Optionally, the first degree of depth convolutional network comprises multilamellar, is followed successively by: the first input layer, first volume lamination, the first output
Layer, the first maximum pond layer, the second output layer, the first activation primitive layer, volume Two lamination, the 3rd output layer, the second activation letter
Several layers, the 3rd convolutional layer and the 4th output layer;Described second degree of depth convolutional network includes multilamellar, is followed successively by: the second input layer,
Volume Four lamination, the 5th output layer, the second maximum pond layer, the 6th output layer, the 3rd activation primitive layer, the 5th convolutional layer, the
Seven output layers, the 3rd maximum pond layer, the 8th output layer, the 4th activation primitive layer, full articulamentum and the 9th output layer.
Those skilled in the art is it can be understood that arrive, for convenience and simplicity of description, and the system of foregoing description,
The specific works process of device and unit, is referred to the corresponding process in preceding method embodiment, does not repeats them here.
In several embodiments provided herein, it should be understood that disclosed system, apparatus and method are permissible
Realize by another way.Such as, device embodiment described above is only schematically, such as, and described unit
Dividing, be only a kind of logic function and divide, actual can have other dividing mode, the most multiple unit or assembly when realizing
Can in conjunction with or be desirably integrated into another system, or some features can be ignored, or does not performs.Another point, shown or
The coupling each other discussed or direct-coupling or communication connection can be the indirect couplings by some interfaces, device or unit
Close or communication connection, can be electrical, machinery or other form.

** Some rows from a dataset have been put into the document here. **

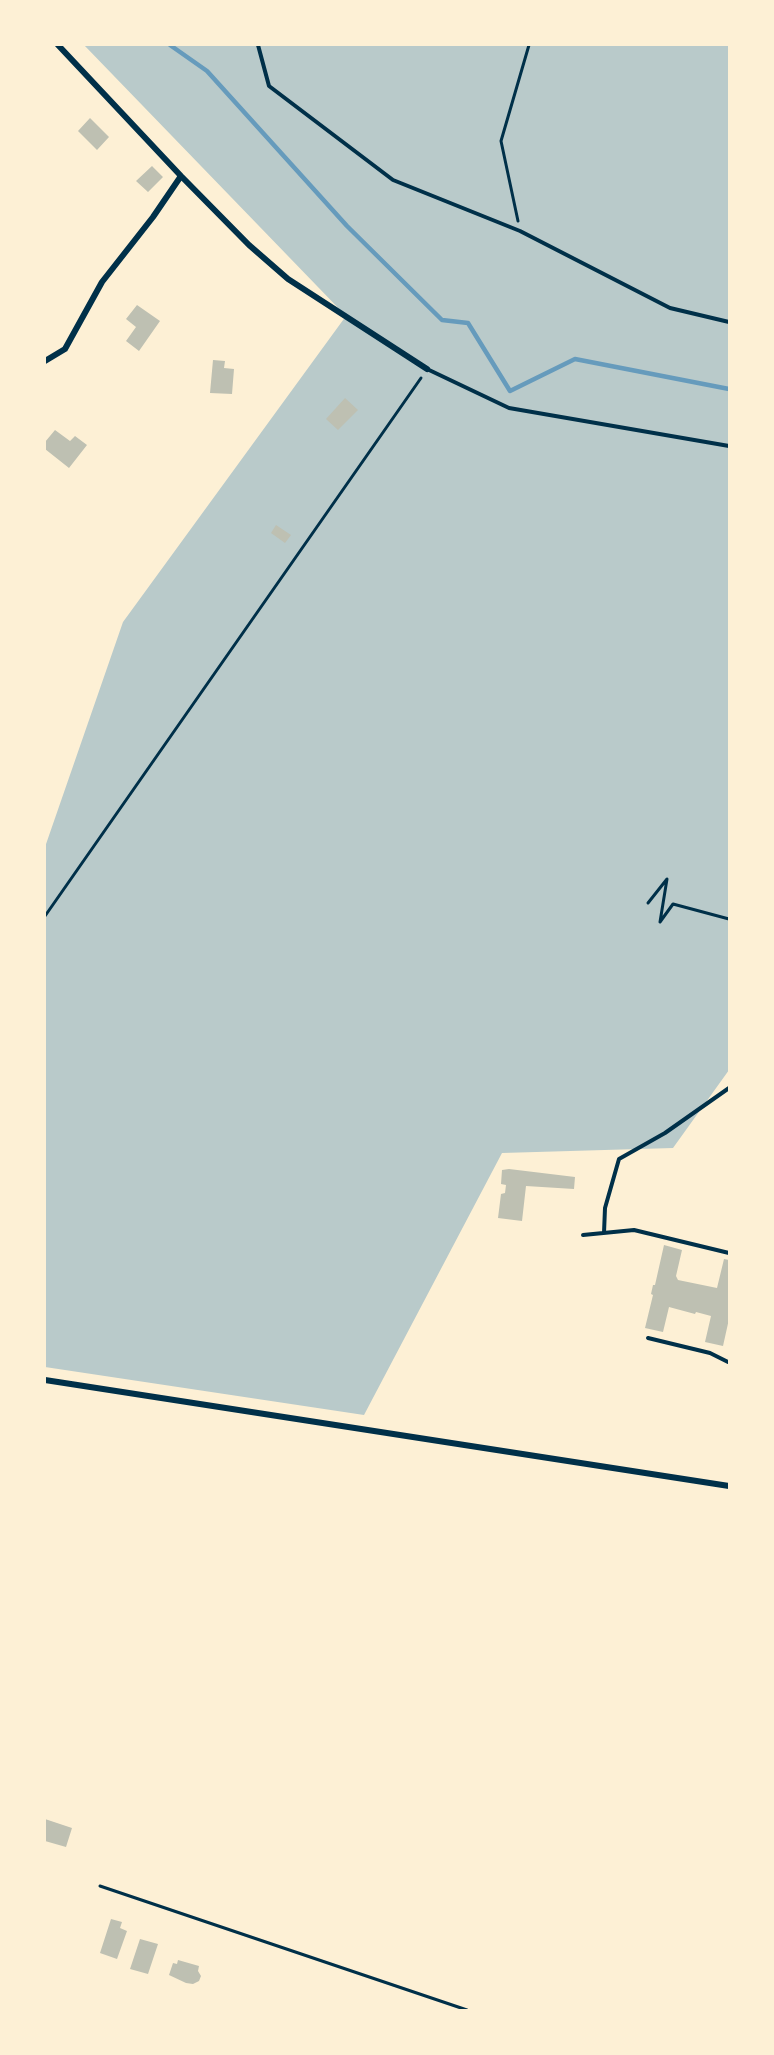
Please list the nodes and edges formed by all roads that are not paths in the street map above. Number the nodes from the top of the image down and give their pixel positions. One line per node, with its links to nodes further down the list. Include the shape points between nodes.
1 (58, 45): 3 (street)
2 (258, 45): 4 (lane, via 268,86 393,180 520,231 670,308)
3 (181, 176): 5 (street, via 102,282 65,348); 6 (street, via 288,279)
4 (729, 322)
5 (45, 361)
6 (428, 369): 7 (lane, via 509,408)
7 (729, 446)
8 (729, 1088): 9 (lane, via 665,1133 619,1159 605,1208)
9 (604, 1233): 10 (lane); 11 (lane, via 634,1230)
10 (583, 1235)
11 (729, 1253)
12 (648, 1338): 13 (lane)
13 (729, 1361)
14 (45, 1380): 15 (street)
15 (729, 1486)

The described unit illustrated as separating component can be or may not be physically separate, shows as unit
The parts shown can be or may not be physical location, i.e. may be located at a place, or can also be distributed to multiple
On NE.Some or all of unit therein can be selected according to the actual needs to realize the mesh of the present embodiment scheme
's.
It addition, each functional unit in each embodiment of the present invention can be integrated in a processing unit, it is also possible to
It is that unit is individually physically present, it is also possible to two or more unit are integrated in a unit.Above-mentioned integrated list
Unit both can realize to use the form of hardware, it would however also be possible to employ the form of SFU software functional unit realizes.
If described integrated unit realizes and as independent production marketing or use using the form of SFU software functional unit
Time, can be stored in a computer read/write memory medium.Based on such understanding, technical scheme is substantially
The part that in other words prior art contributed or this technical scheme completely or partially can be with the form of software product
Embodying, this computer software product is stored in a storage medium, including some instructions with so that a computer
Equipment (can be personal computer, server, or the network equipment etc.) performs the complete of method described in each embodiment of the present invention
Portion or part steps.And aforesaid storage medium includes: USB flash disk, portable hard drive, read only memory (ROM, Read-Only
Memory), random access memory (RAM, Random Access Memory), magnetic disc or CD etc. are various can store journey
The medium of sequence code.
The above, above example only in order to technical scheme to be described, is not intended to limit;Although with reference to front
State embodiment the present invention has been described in detail, it will be understood by those within the art that: it still can be to front
State the technical scheme described in each embodiment to modify, or wherein portion of techniques feature is carried out equivalent;And these
Amendment or replacement, do not make the essence of appropriate technical solution depart from the spirit and scope of various embodiments of the present invention technical scheme.